**Problem statement:** Skip the images and repeat every entry word for word.

[Input data Boundary: Start]

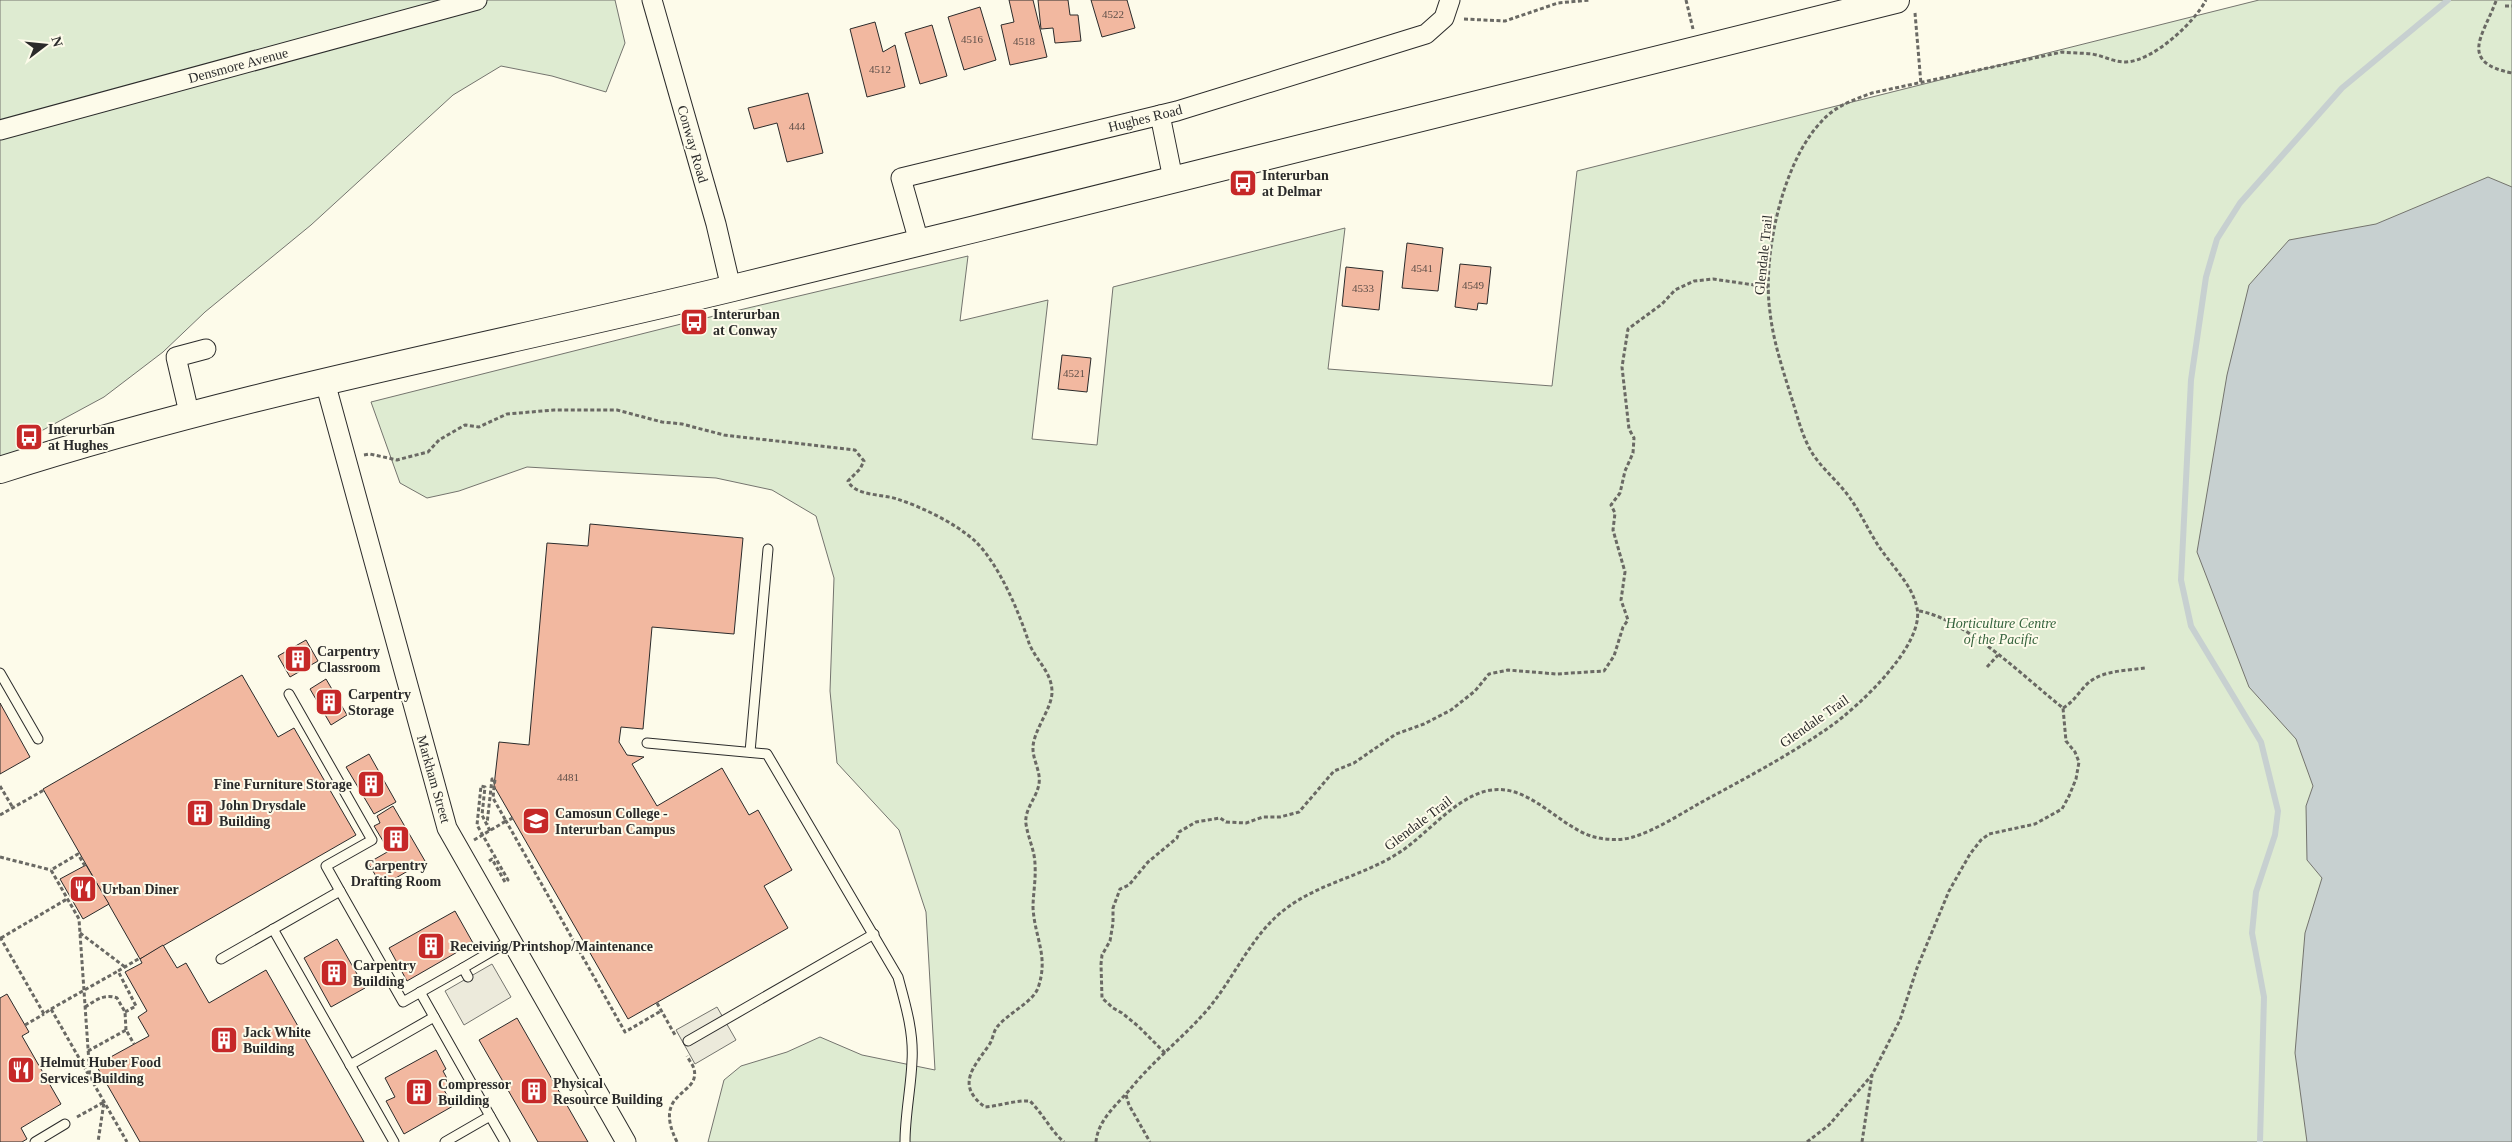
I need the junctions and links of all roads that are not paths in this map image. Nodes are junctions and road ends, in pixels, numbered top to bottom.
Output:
1 (477, 0) edge
2 (652, 0) edge
3 (1450, 0) edge
4 (1905, 5) edge
5 (1160, 115) junction
6 (0, 130) edge
7 (1173, 179) junction
8 (919, 242) junction
9 (731, 288) junction
10 (206, 349) dead end
11 (325, 382) junction
12 (190, 417) junction
13 (0, 470) edge
14 (768, 549) dead end
15 (0, 673) edge
16 (289, 694) dead end
17 (38, 739) dead end
18 (647, 743) dead end
19 (750, 752) junction
20 (340, 891) junction
21 (273, 930) junction
22 (874, 934) junction
23 (511, 940) junction
24 (221, 959) dead end
25 (463, 968) junction
26 (468, 977) dead end
27 (420, 992) junction
28 (434, 1017) junction
29 (688, 1041) dead end
30 (350, 1065) junction
31 (490, 1116) junction
32 (65, 1124) road end
33 (35, 1142) edge
34 (394, 1142) edge
35 (445, 1142) edge
36 (505, 1142) edge
37 (626, 1142) edge
38 (905, 1142) edge

1 - 6 street, Densmore Avenue
2 - 9 street, Conway Road
3 - 5 street, Hughes Road
4 - 7 main road
5 - 7 street
5 - 8 street, Hughes Road
7 - 8 main road
8 - 9 main road
9 - 11 main road
10 - 12 street
11 - 12 main road
11 - 23 street, Markham Street
12 - 13 main road
14 - 19 lane
15 - 17 lane
16 - 20 lane
18 - 19 lane
19 - 22 lane
20 - 21 lane
20 - 27 lane
21 - 24 lane
21 - 30 lane
22 - 29 lane
22 - 38 lane
23 - 25 lane
23 - 37 street, Markham Street
25 - 26 lane
25 - 27 lane
27 - 28 lane
28 - 30 lane
28 - 31 lane
30 - 34 lane
31 - 35 lane
31 - 36 lane
32 - 33 lane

[Input data Boundary: End]

**Response:**
I need the junctions and links of all roads that are not paths in this map image. Nodes are junctions and road ends, in pixels, numbered top to bottom.
Output:
1 (477, 0) edge
2 (652, 0) edge
3 (1450, 0) edge
4 (1905, 5) edge
5 (1160, 115) junction
6 (0, 130) edge
7 (1173, 179) junction
8 (919, 242) junction
9 (731, 288) junction
10 (206, 349) dead end
11 (325, 382) junction
12 (190, 417) junction
13 (0, 470) edge
14 (768, 549) dead end
15 (0, 673) edge
16 (289, 694) dead end
17 (38, 739) dead end
18 (647, 743) dead end
19 (750, 752) junction
20 (340, 891) junction
21 (273, 930) junction
22 (874, 934) junction
23 (511, 940) junction
24 (221, 959) dead end
25 (463, 968) junction
26 (468, 977) dead end
27 (420, 992) junction
28 (434, 1017) junction
29 (688, 1041) dead end
30 (350, 1065) junction
31 (490, 1116) junction
32 (65, 1124) road end
33 (35, 1142) edge
34 (394, 1142) edge
35 (445, 1142) edge
36 (505, 1142) edge
37 (626, 1142) edge
38 (905, 1142) edge

1 - 6 street, Densmore Avenue
2 - 9 street, Conway Road
3 - 5 street, Hughes Road
4 - 7 main road
5 - 7 street
5 - 8 street, Hughes Road
7 - 8 main road
8 - 9 main road
9 - 11 main road
10 - 12 street
11 - 12 main road
11 - 23 street, Markham Street
12 - 13 main road
14 - 19 lane
15 - 17 lane
16 - 20 lane
18 - 19 lane
19 - 22 lane
20 - 21 lane
20 - 27 lane
21 - 24 lane
21 - 30 lane
22 - 29 lane
22 - 38 lane
23 - 25 lane
23 - 37 street, Markham Street
25 - 26 lane
25 - 27 lane
27 - 28 lane
28 - 30 lane
28 - 31 lane
30 - 34 lane
31 - 35 lane
31 - 36 lane
32 - 33 lane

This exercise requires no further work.